DETAILED DESCRIPTION

[0058] Reference now will be made in detail to embodiments of the invention, one or more examples of which are illustrated in the drawings. Each example is provided by way of explanation of the invention, not limitation of the invention. In fact, it will be apparent to those skilled in the art that various modifications and variations can be made in the present invention without departing from the scope or spirit of the invention. For instance, features illustrated or described as part of one embodiment can be used with another embodiment to yield a still further embodiment. Thus, it is intended that the present invention covers such modifications and variations as come within the scope of the appended claims and their equivalents.

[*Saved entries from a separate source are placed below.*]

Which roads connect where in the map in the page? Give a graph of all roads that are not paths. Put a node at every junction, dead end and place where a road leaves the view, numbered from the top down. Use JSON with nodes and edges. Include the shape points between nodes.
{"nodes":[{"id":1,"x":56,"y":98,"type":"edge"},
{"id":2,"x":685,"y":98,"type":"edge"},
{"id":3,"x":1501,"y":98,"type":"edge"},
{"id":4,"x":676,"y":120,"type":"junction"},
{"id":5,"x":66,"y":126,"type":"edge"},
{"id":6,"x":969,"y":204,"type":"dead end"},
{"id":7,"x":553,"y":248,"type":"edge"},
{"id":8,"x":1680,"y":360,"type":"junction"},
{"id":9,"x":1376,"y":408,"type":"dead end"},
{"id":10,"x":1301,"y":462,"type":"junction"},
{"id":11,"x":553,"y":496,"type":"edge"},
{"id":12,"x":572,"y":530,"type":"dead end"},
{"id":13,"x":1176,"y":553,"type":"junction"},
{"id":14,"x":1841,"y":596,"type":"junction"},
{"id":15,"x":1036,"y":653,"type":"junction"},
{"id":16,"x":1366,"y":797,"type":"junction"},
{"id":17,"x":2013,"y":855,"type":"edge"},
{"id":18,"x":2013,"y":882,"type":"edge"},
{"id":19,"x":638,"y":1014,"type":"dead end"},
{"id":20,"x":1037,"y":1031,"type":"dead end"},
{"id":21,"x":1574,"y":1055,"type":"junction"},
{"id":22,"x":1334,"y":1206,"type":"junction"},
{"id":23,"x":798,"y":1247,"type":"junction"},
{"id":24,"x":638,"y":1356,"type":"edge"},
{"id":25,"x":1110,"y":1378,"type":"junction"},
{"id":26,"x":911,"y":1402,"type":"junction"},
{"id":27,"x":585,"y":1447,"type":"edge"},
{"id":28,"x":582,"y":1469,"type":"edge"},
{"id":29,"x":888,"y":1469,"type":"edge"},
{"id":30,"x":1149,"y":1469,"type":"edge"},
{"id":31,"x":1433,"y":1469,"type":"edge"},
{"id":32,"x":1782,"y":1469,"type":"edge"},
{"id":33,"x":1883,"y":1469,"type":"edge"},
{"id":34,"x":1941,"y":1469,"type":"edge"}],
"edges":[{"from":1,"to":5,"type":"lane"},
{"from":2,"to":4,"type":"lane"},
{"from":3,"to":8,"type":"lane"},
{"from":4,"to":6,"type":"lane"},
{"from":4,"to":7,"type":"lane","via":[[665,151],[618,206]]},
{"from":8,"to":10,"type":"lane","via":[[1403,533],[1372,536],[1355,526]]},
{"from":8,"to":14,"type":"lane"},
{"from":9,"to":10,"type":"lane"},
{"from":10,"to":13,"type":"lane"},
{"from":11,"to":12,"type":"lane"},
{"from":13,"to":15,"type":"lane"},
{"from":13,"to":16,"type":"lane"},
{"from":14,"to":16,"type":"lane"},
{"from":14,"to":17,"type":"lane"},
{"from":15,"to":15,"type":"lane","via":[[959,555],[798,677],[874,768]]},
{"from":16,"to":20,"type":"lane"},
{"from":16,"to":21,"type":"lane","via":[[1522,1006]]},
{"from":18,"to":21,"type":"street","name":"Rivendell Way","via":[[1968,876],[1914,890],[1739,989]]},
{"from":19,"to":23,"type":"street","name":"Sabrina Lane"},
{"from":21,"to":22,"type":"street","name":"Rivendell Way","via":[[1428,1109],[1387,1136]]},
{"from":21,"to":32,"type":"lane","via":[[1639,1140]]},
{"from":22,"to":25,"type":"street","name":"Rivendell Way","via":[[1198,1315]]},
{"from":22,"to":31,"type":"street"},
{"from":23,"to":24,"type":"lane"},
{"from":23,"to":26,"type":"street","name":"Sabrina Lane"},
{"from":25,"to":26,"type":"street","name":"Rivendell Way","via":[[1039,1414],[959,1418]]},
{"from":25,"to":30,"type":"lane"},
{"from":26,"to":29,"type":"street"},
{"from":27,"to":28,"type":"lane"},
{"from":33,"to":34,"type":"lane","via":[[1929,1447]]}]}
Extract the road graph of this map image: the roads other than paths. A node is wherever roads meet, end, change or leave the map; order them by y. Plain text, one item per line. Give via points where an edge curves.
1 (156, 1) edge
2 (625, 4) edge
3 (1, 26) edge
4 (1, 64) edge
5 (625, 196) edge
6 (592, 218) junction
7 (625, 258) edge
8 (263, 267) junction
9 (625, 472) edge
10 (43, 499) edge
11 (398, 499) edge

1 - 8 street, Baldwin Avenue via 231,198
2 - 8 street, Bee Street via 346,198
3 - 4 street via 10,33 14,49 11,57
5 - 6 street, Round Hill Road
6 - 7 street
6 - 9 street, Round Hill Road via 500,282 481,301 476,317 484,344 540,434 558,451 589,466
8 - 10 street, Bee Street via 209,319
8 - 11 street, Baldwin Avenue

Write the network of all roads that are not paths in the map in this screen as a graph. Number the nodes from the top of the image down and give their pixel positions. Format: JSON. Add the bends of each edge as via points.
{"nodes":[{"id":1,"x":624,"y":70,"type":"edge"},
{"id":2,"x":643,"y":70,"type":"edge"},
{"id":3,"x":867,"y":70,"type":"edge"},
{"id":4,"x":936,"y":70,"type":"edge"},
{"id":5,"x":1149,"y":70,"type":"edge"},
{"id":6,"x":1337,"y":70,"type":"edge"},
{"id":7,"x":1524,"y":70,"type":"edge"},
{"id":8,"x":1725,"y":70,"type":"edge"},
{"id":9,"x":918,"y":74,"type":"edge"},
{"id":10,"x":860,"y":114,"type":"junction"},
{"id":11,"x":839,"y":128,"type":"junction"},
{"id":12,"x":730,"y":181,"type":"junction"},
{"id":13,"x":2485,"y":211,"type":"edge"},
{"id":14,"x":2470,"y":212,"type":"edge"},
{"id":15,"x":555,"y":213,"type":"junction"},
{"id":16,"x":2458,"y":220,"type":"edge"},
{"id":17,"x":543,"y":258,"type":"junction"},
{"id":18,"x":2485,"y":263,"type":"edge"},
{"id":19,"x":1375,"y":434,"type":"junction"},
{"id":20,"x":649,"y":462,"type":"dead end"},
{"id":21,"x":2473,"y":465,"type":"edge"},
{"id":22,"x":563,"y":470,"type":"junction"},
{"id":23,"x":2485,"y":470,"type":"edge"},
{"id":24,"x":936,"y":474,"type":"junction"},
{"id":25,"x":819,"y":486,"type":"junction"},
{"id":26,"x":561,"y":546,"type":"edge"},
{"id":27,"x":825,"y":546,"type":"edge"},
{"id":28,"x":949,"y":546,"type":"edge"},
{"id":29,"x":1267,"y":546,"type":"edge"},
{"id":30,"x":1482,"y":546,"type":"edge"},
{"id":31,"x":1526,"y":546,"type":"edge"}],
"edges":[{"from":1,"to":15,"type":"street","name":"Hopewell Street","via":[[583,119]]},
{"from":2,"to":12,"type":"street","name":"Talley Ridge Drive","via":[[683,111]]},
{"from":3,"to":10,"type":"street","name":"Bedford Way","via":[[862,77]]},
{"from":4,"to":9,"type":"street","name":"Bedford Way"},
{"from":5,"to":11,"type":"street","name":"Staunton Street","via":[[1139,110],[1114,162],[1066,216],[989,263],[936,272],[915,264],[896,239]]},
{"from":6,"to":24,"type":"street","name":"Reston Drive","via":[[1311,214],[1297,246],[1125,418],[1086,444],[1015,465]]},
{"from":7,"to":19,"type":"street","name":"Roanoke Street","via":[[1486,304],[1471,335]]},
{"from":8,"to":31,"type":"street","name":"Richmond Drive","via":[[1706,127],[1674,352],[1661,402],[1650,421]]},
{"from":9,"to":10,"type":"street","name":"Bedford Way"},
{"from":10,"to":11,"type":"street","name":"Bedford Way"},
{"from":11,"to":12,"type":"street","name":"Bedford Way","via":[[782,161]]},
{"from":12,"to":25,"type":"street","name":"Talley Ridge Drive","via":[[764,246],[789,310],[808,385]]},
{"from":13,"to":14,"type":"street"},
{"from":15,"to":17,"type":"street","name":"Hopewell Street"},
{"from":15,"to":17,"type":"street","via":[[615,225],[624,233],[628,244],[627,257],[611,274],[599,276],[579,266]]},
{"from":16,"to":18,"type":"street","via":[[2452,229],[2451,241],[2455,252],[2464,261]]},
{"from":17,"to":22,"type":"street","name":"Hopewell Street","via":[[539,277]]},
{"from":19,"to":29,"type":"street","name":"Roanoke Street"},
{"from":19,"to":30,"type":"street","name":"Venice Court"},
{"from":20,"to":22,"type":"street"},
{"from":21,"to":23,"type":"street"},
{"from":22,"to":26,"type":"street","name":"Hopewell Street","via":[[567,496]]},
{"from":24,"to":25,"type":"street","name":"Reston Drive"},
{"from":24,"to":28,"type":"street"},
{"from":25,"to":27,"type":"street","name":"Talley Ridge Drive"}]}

[0059] General Introduction

[0060] CdSe/CdS core-shell quantum rods (QRs) are semiconductor nanoparticles of elongated shape with additional advantages over quantum dots (QDs), namely: linearly polarized emission, lower PL quenching in the film and higher thermal stability. Particularly, parallel aligned QRs in films are used as enhancement films (EF) for display backlight applications in liquid crystalline displays (LCDs) and are competitive alternative materials to replace quantum dot enhancement films (QDEFs) which are used in current state of the art. Due to polarized emission, the QRs, which are mainly concerned to core-shell CdSe/CdS nanorods, can increase the colour gamut of LCDs and improve considerably their overall optical efficiency. These advantageous of QRs are also in high demand for application in LEDs either as on-chip light convertors or as utilizing electroluminescent effect.

[0061] For display applications QRs with λ.sub.em=620-630 nm and λ.sub.em=520-525 nm and are required for red and green colours. In order to provide colour purity and expand colour triangle, the width of emission band of the QRs (FWHM) should not exceeded 35 nm, preferably 25-30 nm.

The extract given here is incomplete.